Alcombrack Brothers

“The bodies of the dead soldiers were stacked like firewood.”


Herbert Elmer Alcombrack of Ontario was the first to enlist on June 23, 1916. His younger brother, Leonard Leroy Alcombrack followed on July 29, 1916. Leonard, a private in the 1st Tank Battalion, was on his way to England as part of a tank reinforcement draft on the HMT Victoria but died of the Spanish Flu on the ship on October 11, 1918. He was buried at sea.

Herbert served as a private in the 68th Battery in England and France, including at Vimy Ridge. He kept a diary of his close encounters while at war. “Because our guns of the Horse Artillery were of the smallest caliber of all the guns, we were deployed at the most forward shooting area. Sometimes ‘shorts’ from the larger guns would fall and explode near us, so we called ourselves the suicide club,” Herbert wrote.

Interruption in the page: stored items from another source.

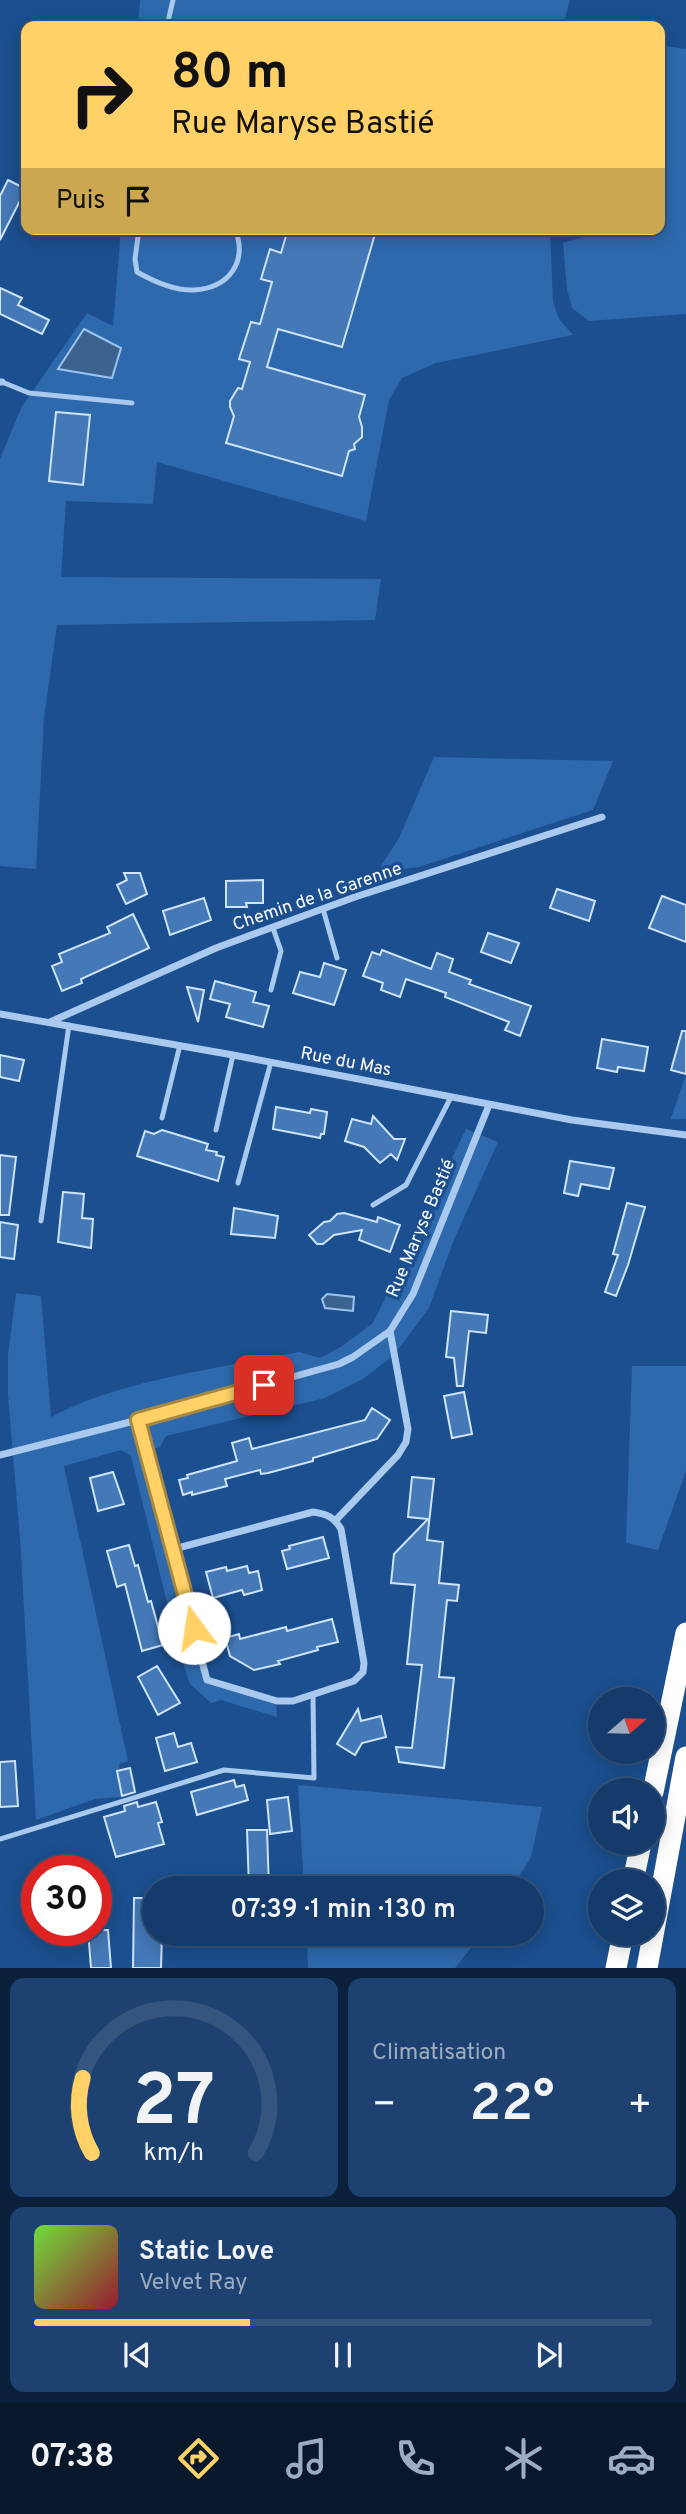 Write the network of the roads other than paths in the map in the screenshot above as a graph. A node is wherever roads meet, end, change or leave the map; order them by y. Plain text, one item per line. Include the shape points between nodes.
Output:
1 (173, 0) edge
2 (168, 21) edge
3 (138, 235) edge
4 (236, 235) edge
5 (1, 382) edge
6 (132, 403) dead end
7 (602, 817) dead end
8 (323, 909) junction
9 (273, 928) junction
10 (337, 958) dead end
11 (271, 990) dead end
12 (0, 1014) edge
13 (50, 1022) junction
14 (69, 1026) junction
15 (180, 1045) junction
16 (233, 1055) junction
17 (271, 1062) junction
18 (452, 1097) junction
19 (489, 1105) junction
20 (162, 1118) dead end
21 (216, 1130) dead end
22 (686, 1135) edge
23 (238, 1183) dead end
24 (373, 1205) dead end
25 (41, 1221) dead end
26 (390, 1331) junction
27 (138, 1420) junction
28 (0, 1455) edge
29 (336, 1520) junction
30 (174, 1549) junction
31 (686, 1633) edge
32 (313, 1694) junction
33 (686, 1757) edge
34 (656, 1778) edge
35 (686, 1779) edge
36 (0, 1839) edge
37 (621, 1946) edge
38 (631, 1946) edge
39 (616, 1968) edge
40 (627, 1968) edge
41 (647, 1968) edge
42 (661, 1968) edge

1 - 2 lane
3 - 4 lane via 136,272 158,283 194,290 221,282 234,271 239,255
5 - 6 lane via 29,393
7 - 8 street, Chemin de la Garenne
8 - 9 street, Chemin de la Garenne
8 - 10 lane
9 - 11 lane via 281,951
9 - 13 street, Chemin de la Garenne via 216,948
12 - 13 street, Rue du Mas
13 - 14 street, Rue du Mas
14 - 15 street, Rue du Mas
14 - 25 lane
15 - 16 street, Rue du Mas
15 - 20 lane
16 - 17 street, Rue du Mas
16 - 21 lane
17 - 18 street, Rue du Mas
17 - 23 lane
18 - 19 street, Rue du Mas
18 - 24 lane via 407,1185
19 - 22 street, Rue du Mas
19 - 26 street, Rue Maryse Bastié via 413,1294
26 - 27 street, Rue Maryse Bastié via 339,1364
26 - 29 street via 408,1429 406,1442
27 - 28 street, Rue Maryse Bastié
27 - 30 street
29 - 30 street via 313,1512
29 - 32 street via 365,1663 354,1681
30 - 32 street via 207,1680 276,1702
31 - 34 highway
32 - 36 lane via 314,1778 224,1770
33 - 41 highway
35 - 42 highway
37 - 39 highway
38 - 40 highway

Another time he and fellow troops were eating in the ruins of a French farmhouse when a shell came through the wall and took the head off a soldier next to him.

He also wrote about war’s awful sights, such as gruesome deaths of humans and animals alike. “We watched as a Cavalry unit charged the enemy through a narrow gap, the men and horses were decimated by enemy machine gun fire. The artillery could have done the job without the heavy casualties,” he wrote. “The bodies of the dead soldiers were stacked like firewood.”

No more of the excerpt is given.